Throughout my life it’s been the same
I want to be close be more than a name
I want a close friend someone who’ll be there
But at the end of they day you just don’t care
I would place my palm over a flame for you
Let it curdle and boil and burn its way through
But you would never do the same for me
You won’t even waste a breath and blow it away
It’s the same song just a different verse
I open up to you but in the end I curse
And I yell at myself why did I do that
Why did you say that what did you expect
‘Cause the pain that comes with all of this
It digs deep inside suppressing all bliss
You gave me a flower I gave you a wreath
You mean so much why can’t I mean the same?
What did I ever do to deserve this?
What the hell went wrong with us?
Why am I the only one who gives a damn
Why do I let it out and you hold it in
You don’t understand what you put me through
I worked I wanted to be at one with you
So when I take the time to show you love
When I think you must have been sent from above
And I find that in the end you don’t care
Well it’s just too much for me bear
I’ll chuckle and smile when you go and say
‘I’d love to come visit but it’s so far away’

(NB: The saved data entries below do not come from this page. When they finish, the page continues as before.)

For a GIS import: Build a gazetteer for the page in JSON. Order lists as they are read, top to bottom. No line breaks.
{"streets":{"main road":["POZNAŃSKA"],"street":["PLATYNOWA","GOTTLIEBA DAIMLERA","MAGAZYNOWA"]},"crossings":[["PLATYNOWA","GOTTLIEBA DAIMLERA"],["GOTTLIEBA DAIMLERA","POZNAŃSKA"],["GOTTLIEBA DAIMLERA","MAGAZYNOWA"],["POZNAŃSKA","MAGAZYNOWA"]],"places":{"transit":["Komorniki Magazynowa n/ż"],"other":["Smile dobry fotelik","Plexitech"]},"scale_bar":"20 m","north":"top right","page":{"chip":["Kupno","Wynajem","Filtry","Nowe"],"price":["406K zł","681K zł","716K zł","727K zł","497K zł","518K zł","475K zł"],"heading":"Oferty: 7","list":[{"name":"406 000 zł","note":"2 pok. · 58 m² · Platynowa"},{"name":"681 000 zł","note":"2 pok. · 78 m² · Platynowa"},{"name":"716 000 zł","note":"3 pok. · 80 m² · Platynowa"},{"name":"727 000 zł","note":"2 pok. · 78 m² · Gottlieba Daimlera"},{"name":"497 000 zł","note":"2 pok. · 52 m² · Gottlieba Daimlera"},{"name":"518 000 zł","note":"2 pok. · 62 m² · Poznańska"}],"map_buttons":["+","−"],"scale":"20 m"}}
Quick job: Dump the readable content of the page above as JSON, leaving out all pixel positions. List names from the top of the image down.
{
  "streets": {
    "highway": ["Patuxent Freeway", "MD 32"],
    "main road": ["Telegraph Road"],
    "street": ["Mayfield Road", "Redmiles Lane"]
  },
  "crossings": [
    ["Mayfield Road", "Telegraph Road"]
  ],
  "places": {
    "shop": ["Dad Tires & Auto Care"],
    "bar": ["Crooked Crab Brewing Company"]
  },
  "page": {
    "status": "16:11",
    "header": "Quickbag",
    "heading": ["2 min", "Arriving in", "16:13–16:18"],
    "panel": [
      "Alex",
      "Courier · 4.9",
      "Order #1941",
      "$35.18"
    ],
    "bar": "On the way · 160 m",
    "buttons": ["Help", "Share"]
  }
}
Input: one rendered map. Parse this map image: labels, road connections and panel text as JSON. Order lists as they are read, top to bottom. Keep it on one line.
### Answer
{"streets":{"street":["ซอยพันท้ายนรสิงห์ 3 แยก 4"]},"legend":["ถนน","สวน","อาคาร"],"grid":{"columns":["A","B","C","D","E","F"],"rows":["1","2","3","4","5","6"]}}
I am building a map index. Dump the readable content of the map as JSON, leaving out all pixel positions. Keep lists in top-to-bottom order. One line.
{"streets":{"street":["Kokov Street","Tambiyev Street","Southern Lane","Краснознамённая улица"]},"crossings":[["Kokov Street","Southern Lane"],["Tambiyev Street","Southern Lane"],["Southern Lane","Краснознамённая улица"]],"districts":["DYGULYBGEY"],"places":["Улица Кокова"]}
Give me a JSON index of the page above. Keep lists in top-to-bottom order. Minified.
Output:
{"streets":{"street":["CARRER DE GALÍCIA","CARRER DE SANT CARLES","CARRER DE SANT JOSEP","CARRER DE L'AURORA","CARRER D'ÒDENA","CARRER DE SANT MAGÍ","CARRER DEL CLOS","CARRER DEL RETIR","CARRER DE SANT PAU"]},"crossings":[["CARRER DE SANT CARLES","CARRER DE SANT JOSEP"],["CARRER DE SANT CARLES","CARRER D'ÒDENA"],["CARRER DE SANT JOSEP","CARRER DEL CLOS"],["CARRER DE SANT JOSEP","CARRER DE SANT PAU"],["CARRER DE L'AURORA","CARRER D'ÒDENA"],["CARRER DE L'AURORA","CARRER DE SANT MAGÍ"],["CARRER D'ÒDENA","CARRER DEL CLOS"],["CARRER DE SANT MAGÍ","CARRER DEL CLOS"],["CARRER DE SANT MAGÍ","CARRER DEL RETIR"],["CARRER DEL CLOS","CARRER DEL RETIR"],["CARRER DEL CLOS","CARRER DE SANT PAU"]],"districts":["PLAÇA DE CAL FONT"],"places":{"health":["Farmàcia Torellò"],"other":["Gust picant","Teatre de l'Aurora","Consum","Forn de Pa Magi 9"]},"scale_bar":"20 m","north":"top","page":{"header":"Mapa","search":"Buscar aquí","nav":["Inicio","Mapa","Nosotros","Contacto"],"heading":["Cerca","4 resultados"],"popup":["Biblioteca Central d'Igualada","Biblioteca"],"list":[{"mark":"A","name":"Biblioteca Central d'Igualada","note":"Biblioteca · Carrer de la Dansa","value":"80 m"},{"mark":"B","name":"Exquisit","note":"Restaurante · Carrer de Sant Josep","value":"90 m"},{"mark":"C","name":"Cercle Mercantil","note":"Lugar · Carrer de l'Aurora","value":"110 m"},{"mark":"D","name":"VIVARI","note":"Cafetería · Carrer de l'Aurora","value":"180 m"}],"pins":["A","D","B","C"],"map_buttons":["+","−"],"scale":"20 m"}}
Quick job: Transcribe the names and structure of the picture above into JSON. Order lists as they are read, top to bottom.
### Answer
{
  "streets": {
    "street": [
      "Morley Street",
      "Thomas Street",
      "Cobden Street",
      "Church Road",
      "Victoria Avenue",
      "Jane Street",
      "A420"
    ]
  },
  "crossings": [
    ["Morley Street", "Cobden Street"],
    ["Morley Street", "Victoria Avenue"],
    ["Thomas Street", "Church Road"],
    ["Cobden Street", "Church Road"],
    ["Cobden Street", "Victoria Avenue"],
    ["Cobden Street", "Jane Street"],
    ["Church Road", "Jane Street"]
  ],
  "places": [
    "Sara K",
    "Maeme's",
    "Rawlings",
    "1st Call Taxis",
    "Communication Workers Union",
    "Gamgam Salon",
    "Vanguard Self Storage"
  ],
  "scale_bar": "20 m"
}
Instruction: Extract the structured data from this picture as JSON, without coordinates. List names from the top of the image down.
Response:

Why is it so funny that I say ‘when we’
And you laugh and say ‘you mean if we’
What’s so bad about saying it’s real
Do you know how that makes me feel
You can hide behind the distance and miles
You can laugh and beam me a smile
But in the end it’s the same old thing
I play it’s funny but it hurts me
Whatever that’s what I get I guess
For laying it out when I confess
That I think you’re worth the time
But in the end I guess it’s not worth it
Maybe it’s best to forget this and forfeit
Any hopes of ever being close to you
Forgive me but I can’t see this through
What did I ever do to deserve this?
What the hell went wrong with us?
Why am I the only one who gives a damn
Why do I let it out and you hold it in
You don’t understand what you put me through
I worked I wanted to be at one with you
So when I take the time to show you love
When I think you must have been sent from above
And I find that in the end you don’t care
Well it’s just too much for me bear
Not much to say except this song about getting screwed by someone in the sense that you put a whole lot of love and effort into a relationship and they take it all in without giving you much back. It's about being really pissed at the realization that you try harder than they do and you resent them for it. Then you resent yourself. It's a vicious cycle really. This song isnt written for any one person but is rather the culmination of experiences I've had from 5th or 6th grade up through now, on both coasts, guys and girls. Universal, really. It's actually dedicated to a friend here at UR with whom I've talked for many hours on this subject, though she is definitely not a reason I wrote it. :)
My insurance company is now saying I'm responsible for paying for my rental car which is total b.s. and I'm really pissed they're pulling this card. Worse for them, though, because they could not have chosen a worse time to mess with me. So...bring it on.
My knee hurts again after feeling good for a year. Lovely. I can't be mad at my knee, though. It's my fault for running around the lake 3 miles every night freshman year.
Congrats to Virginia and Ghana. Hoo-ray for W.C. soccer. I predict the United Arab Emirates (holla to my UAE teammates in Ciulla's class) will win it all. They haven't lost a game yet.
And with that, I'm going to go try and occupy my mind with things I associate with happy or benevolent. Depressing and painful is just not fun and they need to share the court.